Your answer should consist of every line in the records that holds "nodes".

Start of Block

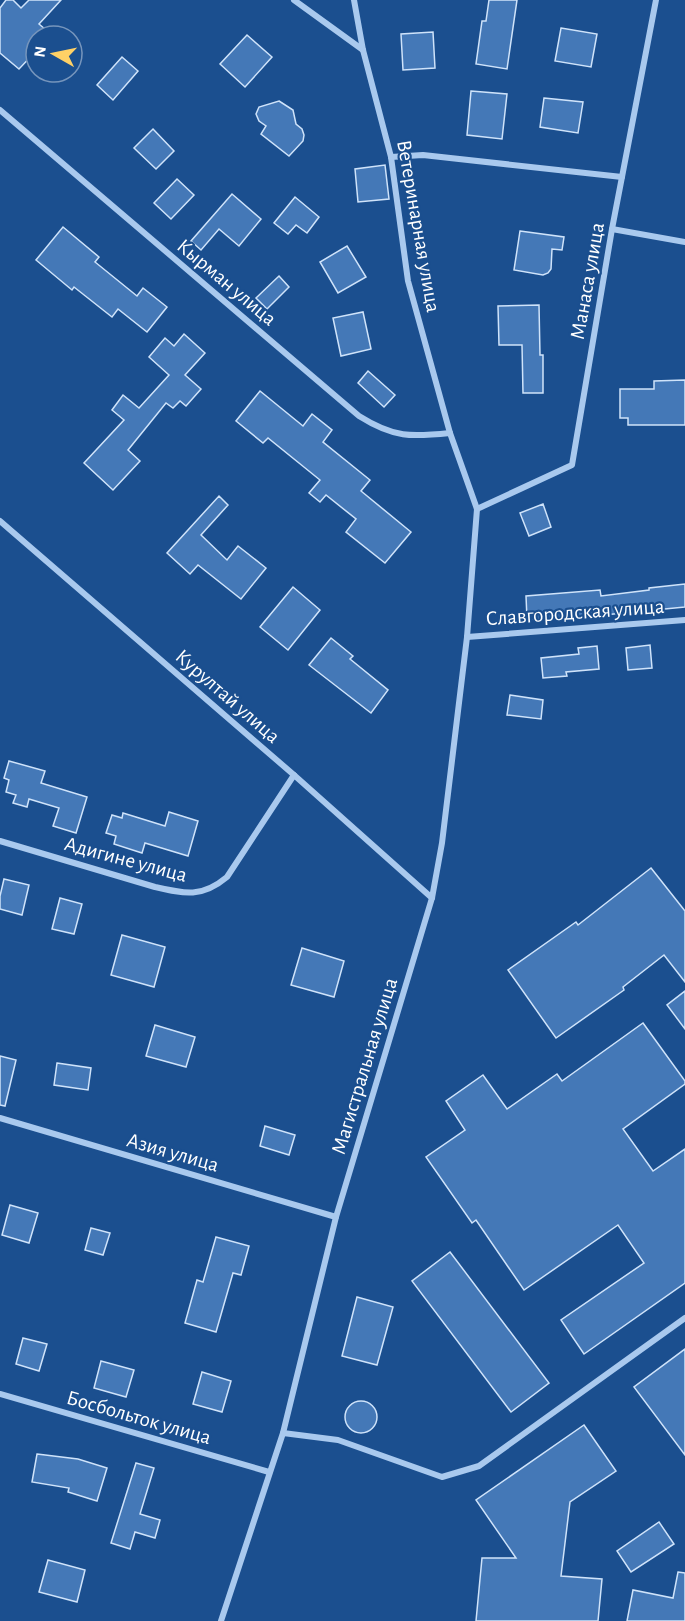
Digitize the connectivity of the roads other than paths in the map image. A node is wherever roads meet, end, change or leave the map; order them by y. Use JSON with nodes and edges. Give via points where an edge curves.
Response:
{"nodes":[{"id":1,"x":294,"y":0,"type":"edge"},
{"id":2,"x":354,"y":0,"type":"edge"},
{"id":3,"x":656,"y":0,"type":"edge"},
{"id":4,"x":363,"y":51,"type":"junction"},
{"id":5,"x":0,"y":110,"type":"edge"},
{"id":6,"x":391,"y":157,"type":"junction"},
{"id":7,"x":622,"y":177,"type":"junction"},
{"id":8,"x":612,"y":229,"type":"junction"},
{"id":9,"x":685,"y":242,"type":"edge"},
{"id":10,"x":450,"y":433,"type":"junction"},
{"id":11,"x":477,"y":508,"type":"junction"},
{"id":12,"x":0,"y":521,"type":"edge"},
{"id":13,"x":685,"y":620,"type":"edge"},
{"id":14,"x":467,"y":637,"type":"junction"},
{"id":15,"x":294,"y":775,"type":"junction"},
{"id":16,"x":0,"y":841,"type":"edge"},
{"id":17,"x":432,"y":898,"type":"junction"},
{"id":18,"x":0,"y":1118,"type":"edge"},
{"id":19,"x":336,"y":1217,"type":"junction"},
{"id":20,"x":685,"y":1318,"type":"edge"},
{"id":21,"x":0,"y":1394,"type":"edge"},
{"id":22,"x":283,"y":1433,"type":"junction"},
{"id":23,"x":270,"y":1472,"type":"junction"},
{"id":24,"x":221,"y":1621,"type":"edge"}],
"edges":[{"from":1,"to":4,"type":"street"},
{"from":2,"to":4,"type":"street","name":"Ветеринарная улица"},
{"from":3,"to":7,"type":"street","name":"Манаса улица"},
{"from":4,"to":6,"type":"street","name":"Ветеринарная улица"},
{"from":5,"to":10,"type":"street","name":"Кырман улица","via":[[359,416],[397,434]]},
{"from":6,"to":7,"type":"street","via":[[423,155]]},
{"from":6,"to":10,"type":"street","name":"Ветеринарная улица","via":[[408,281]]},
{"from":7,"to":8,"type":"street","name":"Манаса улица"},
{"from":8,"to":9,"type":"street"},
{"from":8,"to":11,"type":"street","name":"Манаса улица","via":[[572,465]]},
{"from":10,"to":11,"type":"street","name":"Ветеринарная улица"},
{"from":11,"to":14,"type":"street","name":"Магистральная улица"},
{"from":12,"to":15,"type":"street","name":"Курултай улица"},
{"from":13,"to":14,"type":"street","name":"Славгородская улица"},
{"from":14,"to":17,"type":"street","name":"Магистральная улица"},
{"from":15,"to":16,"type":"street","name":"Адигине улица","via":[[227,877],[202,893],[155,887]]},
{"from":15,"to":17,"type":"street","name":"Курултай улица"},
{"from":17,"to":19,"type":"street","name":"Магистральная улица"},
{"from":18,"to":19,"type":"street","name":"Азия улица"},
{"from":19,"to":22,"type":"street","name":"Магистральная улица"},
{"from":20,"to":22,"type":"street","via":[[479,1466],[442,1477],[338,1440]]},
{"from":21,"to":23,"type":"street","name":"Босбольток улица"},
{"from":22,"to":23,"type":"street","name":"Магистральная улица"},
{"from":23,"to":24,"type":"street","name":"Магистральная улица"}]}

End of Block

- _Worked solution_:
Digitize the connectivity of the roads other than paths in the map image. A node is wherever roads meet, end, change or leave the map; order them by y. Use JSON with nodes and edges. Give via points where an edge curves.
{"nodes":[{"id":1,"x":294,"y":0,"type":"edge"},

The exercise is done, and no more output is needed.